Semantic search rests on one idea: turn text into numbers so that closeness in numbers means closeness in meaning. Those numbers are embeddings. Here’s the whole concept, end to end.
A vector per piece of text
An embedding model maps a string to a fixed-length list of numbers called a vector. all-MiniLM-L6-v2 produces 384 of them per input. The model is trained so that texts with similar meaning land near each other in this 384-dimensional space, even when they share no words. “Feline companion” and “pet cat” end up close; “pet cat” and “tax law” end up far.
Distance = similarity
Once everything is a vector, “find relevant text” becomes “find nearby vectors.” The usual measure is cosine similarity: the cosine of the angle between two vectors.
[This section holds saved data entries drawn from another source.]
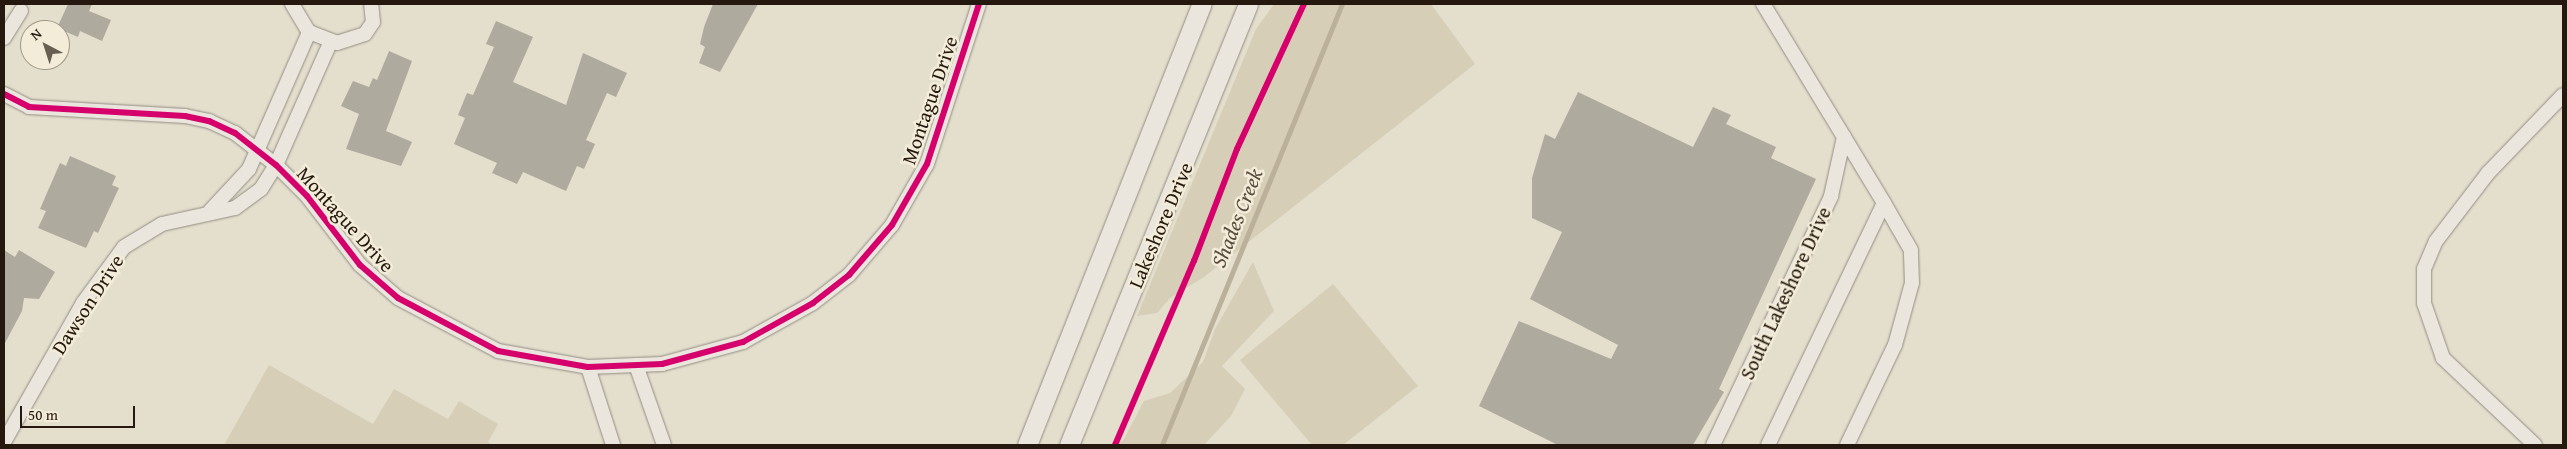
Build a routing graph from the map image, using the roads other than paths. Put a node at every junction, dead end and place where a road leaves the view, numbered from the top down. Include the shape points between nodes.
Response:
1 (292, 4) edge
2 (372, 4) edge
3 (978, 4) edge
4 (1202, 4) edge
5 (1248, 4) edge
6 (1764, 4) edge
7 (24, 8) edge
8 (4, 14) edge
9 (309, 32) junction
10 (4, 38) edge
11 (330, 42) junction
12 (4, 94) edge
13 (2563, 95) edge
14 (1844, 137) junction
15 (258, 151) junction
16 (276, 165) junction
17 (1884, 203) junction
18 (210, 211) junction
19 (636, 365) junction
20 (588, 367) junction
21 (4, 442) edge
22 (613, 445) edge
23 (664, 445) edge
24 (1027, 445) edge
25 (1069, 445) edge
26 (1713, 445) edge
27 (1768, 445) edge
28 (1847, 445) edge
29 (2535, 445) edge

1 - 9 street
2 - 11 street via 373,22 365,34 344,43
3 - 19 street, Montague Drive via 927,164 892,225 848,275 813,303 743,342 662,364
4 - 24 main road, Lakeshore Drive
5 - 25 main road, Lakeshore Drive
6 - 14 street
7 - 8 street via 11,16
7 - 10 street
9 - 11 street
9 - 15 street, Dawson Drive
11 - 16 street, Dawson Drive
12 - 15 street, Montague Drive via 29,108 185,116 209,121 236,133
13 - 29 street via 2488,173 2436,240 2424,269 2424,303 2443,358
14 - 17 street
14 - 26 street, South Lakeshore Drive via 1831,196
15 - 16 street, Montague Drive
15 - 18 street, Dawson Drive via 236,186
16 - 18 street, Dawson Drive via 261,189 247,200 235,208
16 - 20 street, Montague Drive via 307,196 360,264 398,298 498,351
17 - 27 street
17 - 28 street via 1912,250 1912,283 1895,345
18 - 21 street, Dawson Drive via 162,224 124,247 82,303
19 - 20 street, Montague Drive
19 - 23 street
20 - 22 street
Same direction → cosine 1 (very similar); perpendicular → 0 (unrelated). It measures orientation, not length, which is what you want: meaning is about direction in embedding space, not magnitude.
The L2 shortcut
If you normalize every vector to length 1 (L2 normalization), cosine similarity becomes a plain dot product: multiply matching components, sum them. Same answer, less computation. It’s why retrieval pipelines normalize up front and why cosine vector stores expect it.
Searching
To answer a query, embed the query with the same model, then find the chunks whose vectors are closest. The vector store does this efficiently and returns them ranked by similarity. That ranked list, passages nearest in meaning to your question, is the search result.
Takeaway
Embeddings turn text into vectors where distance encodes meaning; cosine similarity measures that distance by angle; L2 normalization makes it a fast dot product. Get those three ideas and you understand how every semantic search and RAG system actually finds what it finds.